Each line of the entries that mentions the string "list" needs to be reported.

===== Information supplied =====

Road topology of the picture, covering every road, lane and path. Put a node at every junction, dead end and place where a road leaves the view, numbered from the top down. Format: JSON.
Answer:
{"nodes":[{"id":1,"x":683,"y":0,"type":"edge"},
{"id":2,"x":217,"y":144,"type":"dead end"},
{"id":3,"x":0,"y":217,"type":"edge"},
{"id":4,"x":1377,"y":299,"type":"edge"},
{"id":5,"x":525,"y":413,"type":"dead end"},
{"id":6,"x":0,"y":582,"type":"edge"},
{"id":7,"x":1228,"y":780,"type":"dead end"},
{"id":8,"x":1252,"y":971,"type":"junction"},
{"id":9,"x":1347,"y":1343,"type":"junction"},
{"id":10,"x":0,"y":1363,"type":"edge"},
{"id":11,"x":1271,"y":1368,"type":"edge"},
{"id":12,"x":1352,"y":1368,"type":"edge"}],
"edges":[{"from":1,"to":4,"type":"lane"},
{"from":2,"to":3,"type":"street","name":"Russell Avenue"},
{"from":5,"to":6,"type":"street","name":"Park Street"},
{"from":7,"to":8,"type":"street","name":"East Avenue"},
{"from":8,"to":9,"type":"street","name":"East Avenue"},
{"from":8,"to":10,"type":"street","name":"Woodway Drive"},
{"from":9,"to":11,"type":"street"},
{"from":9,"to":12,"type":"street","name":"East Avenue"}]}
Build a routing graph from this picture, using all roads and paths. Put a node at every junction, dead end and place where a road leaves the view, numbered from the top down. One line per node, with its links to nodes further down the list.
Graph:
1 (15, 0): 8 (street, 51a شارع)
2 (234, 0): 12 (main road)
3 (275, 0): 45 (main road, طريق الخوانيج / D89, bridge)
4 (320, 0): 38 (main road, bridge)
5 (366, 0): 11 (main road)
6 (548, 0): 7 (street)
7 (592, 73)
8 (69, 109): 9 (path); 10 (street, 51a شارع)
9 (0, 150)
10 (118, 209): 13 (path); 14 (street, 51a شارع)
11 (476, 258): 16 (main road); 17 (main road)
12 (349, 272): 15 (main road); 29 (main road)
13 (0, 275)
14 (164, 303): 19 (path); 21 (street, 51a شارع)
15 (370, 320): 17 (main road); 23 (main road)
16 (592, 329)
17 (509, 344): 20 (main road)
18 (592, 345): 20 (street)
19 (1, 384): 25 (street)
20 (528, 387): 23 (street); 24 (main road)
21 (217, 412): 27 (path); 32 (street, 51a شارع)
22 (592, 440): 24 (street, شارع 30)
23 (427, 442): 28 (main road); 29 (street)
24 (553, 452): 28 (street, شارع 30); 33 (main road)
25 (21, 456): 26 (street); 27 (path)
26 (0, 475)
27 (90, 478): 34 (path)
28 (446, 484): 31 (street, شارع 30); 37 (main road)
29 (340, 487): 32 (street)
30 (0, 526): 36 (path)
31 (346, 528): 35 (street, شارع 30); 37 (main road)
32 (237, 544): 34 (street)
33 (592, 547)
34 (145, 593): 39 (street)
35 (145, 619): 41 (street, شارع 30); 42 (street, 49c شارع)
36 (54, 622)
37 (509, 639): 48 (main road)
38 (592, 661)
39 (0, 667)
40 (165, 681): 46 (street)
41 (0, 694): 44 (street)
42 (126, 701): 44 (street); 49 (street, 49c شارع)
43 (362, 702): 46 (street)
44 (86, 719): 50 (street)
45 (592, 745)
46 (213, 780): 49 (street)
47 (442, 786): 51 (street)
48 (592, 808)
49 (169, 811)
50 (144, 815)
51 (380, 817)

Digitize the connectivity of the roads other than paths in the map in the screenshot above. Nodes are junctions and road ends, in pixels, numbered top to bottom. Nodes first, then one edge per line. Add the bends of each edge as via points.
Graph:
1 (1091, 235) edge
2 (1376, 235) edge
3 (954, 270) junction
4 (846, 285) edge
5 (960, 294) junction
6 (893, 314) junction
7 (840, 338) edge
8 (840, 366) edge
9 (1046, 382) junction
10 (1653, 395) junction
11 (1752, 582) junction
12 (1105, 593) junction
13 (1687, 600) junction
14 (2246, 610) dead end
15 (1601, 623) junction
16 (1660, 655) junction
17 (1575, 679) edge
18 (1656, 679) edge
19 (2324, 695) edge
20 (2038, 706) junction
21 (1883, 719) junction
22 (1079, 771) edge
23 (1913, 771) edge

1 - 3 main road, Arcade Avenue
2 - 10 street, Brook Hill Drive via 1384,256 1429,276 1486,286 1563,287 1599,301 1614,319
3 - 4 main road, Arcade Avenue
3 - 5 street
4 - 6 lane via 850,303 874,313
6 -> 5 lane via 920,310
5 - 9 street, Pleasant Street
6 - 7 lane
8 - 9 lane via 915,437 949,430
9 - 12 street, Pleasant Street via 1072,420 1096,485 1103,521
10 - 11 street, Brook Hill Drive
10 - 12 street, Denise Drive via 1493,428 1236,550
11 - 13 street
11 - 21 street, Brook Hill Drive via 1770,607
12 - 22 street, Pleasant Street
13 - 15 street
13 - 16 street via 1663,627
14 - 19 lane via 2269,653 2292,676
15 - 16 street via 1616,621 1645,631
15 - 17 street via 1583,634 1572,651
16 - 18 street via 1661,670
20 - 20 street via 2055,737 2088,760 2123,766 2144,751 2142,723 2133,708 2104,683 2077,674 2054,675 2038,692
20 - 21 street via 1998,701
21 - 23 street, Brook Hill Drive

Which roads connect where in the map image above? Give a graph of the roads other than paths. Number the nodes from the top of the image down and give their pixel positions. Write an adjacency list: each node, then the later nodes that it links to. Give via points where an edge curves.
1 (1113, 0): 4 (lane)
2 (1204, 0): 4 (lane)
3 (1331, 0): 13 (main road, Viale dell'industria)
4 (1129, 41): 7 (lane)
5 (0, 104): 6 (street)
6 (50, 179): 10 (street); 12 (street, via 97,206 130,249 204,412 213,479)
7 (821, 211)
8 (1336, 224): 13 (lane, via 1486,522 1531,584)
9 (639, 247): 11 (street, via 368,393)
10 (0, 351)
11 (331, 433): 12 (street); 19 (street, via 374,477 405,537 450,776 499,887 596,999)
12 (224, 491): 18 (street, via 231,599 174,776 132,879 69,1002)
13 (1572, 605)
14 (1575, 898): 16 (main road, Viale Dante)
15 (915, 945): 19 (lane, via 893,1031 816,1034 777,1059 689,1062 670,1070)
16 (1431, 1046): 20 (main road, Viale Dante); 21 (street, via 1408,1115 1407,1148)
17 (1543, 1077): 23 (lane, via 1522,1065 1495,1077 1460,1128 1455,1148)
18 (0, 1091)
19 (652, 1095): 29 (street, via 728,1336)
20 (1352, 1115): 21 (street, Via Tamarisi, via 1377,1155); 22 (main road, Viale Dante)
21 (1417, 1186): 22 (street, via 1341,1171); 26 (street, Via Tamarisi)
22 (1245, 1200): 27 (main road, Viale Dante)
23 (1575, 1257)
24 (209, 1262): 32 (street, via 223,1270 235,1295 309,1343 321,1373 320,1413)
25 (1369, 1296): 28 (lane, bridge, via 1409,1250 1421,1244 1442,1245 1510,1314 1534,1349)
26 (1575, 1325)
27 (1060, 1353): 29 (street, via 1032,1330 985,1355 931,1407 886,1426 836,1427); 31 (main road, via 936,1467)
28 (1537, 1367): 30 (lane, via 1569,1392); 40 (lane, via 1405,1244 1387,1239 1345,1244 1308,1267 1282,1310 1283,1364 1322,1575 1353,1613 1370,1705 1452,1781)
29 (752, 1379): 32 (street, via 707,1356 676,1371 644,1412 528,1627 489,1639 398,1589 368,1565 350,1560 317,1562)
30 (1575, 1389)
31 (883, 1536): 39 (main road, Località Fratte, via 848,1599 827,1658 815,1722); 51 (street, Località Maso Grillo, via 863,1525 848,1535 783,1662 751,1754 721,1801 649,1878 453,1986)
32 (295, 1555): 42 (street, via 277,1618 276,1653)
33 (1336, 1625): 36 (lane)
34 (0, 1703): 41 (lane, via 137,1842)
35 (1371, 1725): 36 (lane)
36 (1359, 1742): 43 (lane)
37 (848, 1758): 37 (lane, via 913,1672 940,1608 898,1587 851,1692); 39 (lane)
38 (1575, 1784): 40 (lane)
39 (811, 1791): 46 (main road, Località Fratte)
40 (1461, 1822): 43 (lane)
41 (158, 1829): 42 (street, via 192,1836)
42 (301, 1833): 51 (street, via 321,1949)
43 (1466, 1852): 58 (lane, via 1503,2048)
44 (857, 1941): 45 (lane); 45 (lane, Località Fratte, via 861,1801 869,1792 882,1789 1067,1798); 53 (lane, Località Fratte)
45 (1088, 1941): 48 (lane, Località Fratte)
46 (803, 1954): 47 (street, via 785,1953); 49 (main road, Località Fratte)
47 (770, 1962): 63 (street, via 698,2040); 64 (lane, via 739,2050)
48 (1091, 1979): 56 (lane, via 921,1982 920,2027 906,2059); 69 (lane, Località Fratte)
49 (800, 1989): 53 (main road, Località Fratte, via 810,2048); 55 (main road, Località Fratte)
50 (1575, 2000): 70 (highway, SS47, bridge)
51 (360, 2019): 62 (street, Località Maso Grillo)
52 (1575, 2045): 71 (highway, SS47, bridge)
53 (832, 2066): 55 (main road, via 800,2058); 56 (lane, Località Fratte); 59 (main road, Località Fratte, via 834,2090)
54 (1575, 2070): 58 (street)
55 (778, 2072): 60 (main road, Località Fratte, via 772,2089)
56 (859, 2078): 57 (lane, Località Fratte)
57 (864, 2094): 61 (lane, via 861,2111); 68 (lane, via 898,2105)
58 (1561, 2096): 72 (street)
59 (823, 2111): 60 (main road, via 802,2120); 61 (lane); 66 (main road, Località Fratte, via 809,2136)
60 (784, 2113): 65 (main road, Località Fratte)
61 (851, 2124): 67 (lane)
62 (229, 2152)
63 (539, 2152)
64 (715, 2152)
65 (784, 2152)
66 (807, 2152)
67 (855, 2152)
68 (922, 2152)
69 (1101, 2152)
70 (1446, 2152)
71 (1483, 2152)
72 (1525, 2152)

=====

Solution to the exercise:
Build a routing graph from this picture, using all roads and paths. Put a node at every junction, dead end and place where a road leaves the view, numbered from the top down. One line per node, with its links to nodes further down the list.
Which roads connect where in the map image above? Give a graph of the roads other than paths. Number the nodes from the top of the image down and give their pixel positions. Write an adjacency list: each node, then the later nodes that it links to. Give via points where an edge curves.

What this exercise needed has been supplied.